If $T$ is triangular and the eigenvectors of $T$ are the eigenvectors of $T^*$, then $T$ is diagonal.

Proof by induction: The statement is trivially satisfied for $n=1$. Assume it's true for $(n-1)\times(n-1)$ matrices and let the (upper) triangular $T$ have the form $$ T=\begin{bmatrix}\tau&t^*\\0&\tilde{T}\end{bmatrix}. $$ The matrix $T$ has an eigenvalue $\tau$ with the eigenvector $e_1=[1,0,\ldots,0]^T$, that is, $Te_1=\tau e_1$. We have $$ T^*e_1=\begin{bmatrix}\bar{\tau}&0\\t&\tilde{T}^*\end{bmatrix}\begin{bmatrix}1\\0\end{bmatrix}=\begin{bmatrix}\bar{\tau}\\t\end{bmatrix}. $$ By the assumption, $e_1$ is the eigenvector $T^*$. This is possible only if $t=0$, that is, $T$ has the form $$ T=\begin{bmatrix}\tau&0\\0&\tilde{T}\end{bmatrix}. $$ By the induction assumption, the matrix $\tilde{T}$ is diagonal since it has the same eigenvectors as $\tilde{T}^*$.

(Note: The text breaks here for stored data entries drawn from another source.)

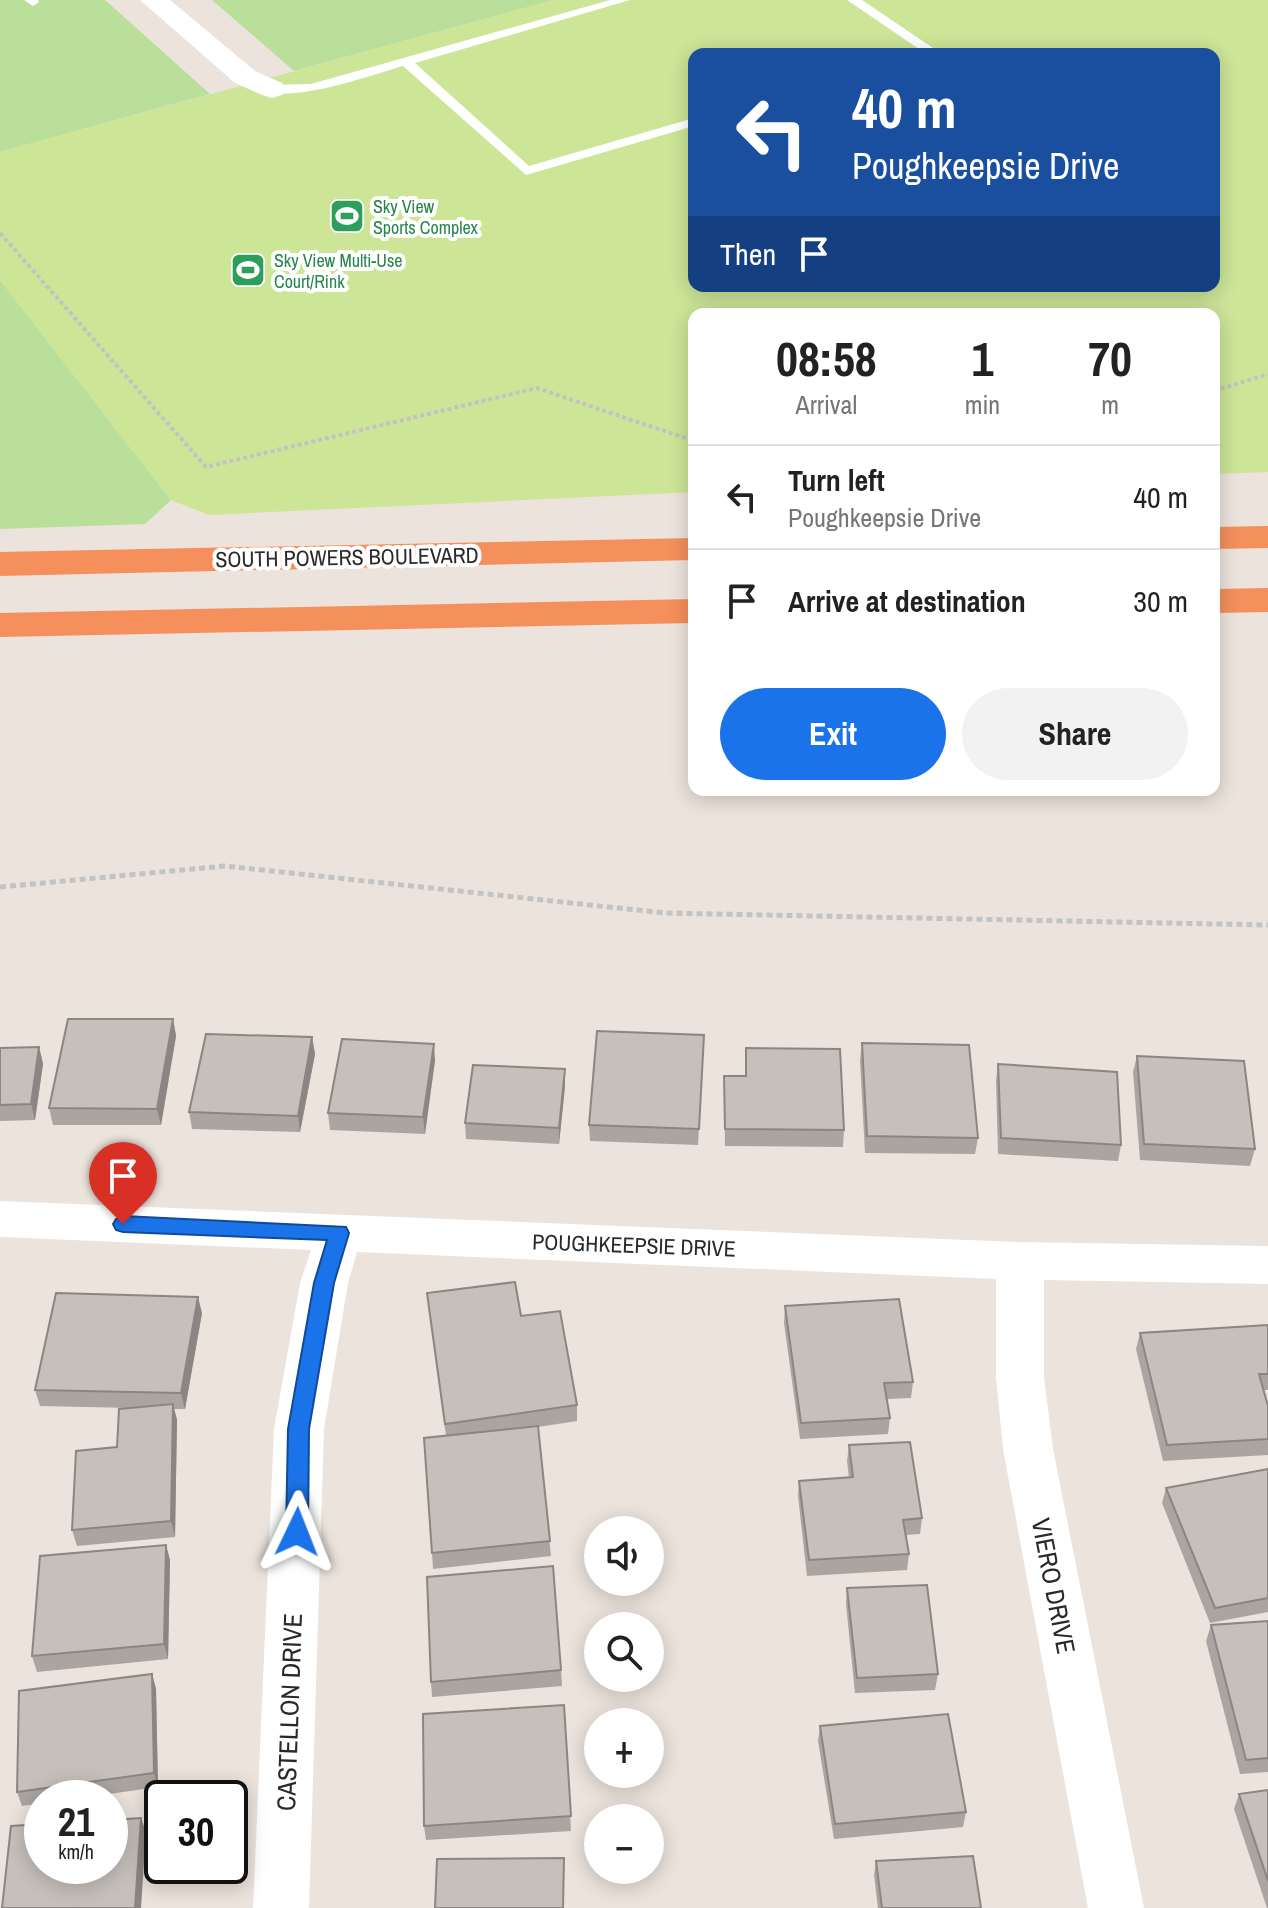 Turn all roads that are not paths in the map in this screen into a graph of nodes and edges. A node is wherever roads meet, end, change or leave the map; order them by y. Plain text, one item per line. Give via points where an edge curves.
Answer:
1 (154, 0) edge
2 (624, 0) edge
3 (853, 0) edge
4 (926, 48) edge
5 (405, 61) junction
6 (272, 89) joint
7 (688, 124) edge
8 (1268, 537) edge
9 (1220, 538) edge
10 (688, 549) edge
11 (0, 564) edge
12 (1268, 600) edge
13 (1220, 601) edge
14 (688, 611) edge
15 (0, 625) edge
16 (0, 1219) edge
17 (339, 1233) junction
18 (1020, 1261) junction
19 (1268, 1265) edge
20 (281, 1908) edge
21 (1116, 1908) edge

1 - 6 street via 245,77
2 - 5 lane
3 - 4 lane
5 - 6 lane via 312,88
5 - 7 lane via 526,171
8 - 9 highway
10 - 11 highway, SOUTH POWERS BOULEVARD
12 - 13 highway
14 - 15 highway
16 - 17 street, POUGHKEEPSIE DRIVE
17 - 18 street, POUGHKEEPSIE DRIVE
17 - 20 street, CASTELLON DRIVE via 324,1283 299,1429
18 - 19 street, POUGHKEEPSIE DRIVE
18 - 21 street, VIERO DRIVE via 1020,1377 1028,1449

Second, consider the Schur decomposition of $T$, $T=QRQ^*$, where $Q$ is unitary and $R$ upper triangular. Note that $Tx=\lambda x$ is equivalent to $(Q^*TQ)(Q^*x)=\lambda(Q^*x)$, that is, $R(Q^*x)=\lambda(Q^*x)$ and $T^*x=\mu x$ is equivalent to $(Q^*T^*Q)(Q^*x)=\mu(Q^*x)$, that is, $R^*(Q^*x)=\mu(Q^*x)$. Hence $x$ is a common eigenvector of $T$ and $T^*$ if and only if $Q^*x$ is a common eigenvector of the triangular factor $R$ of the Schur decomposition of $T^*$. Using the statement we proved, we see that $T$ and $T^*$ have common eigenvectors if and only if $R$ is diagonal and hence $T=QRQ^*$ (with diagonal $R$) is normal.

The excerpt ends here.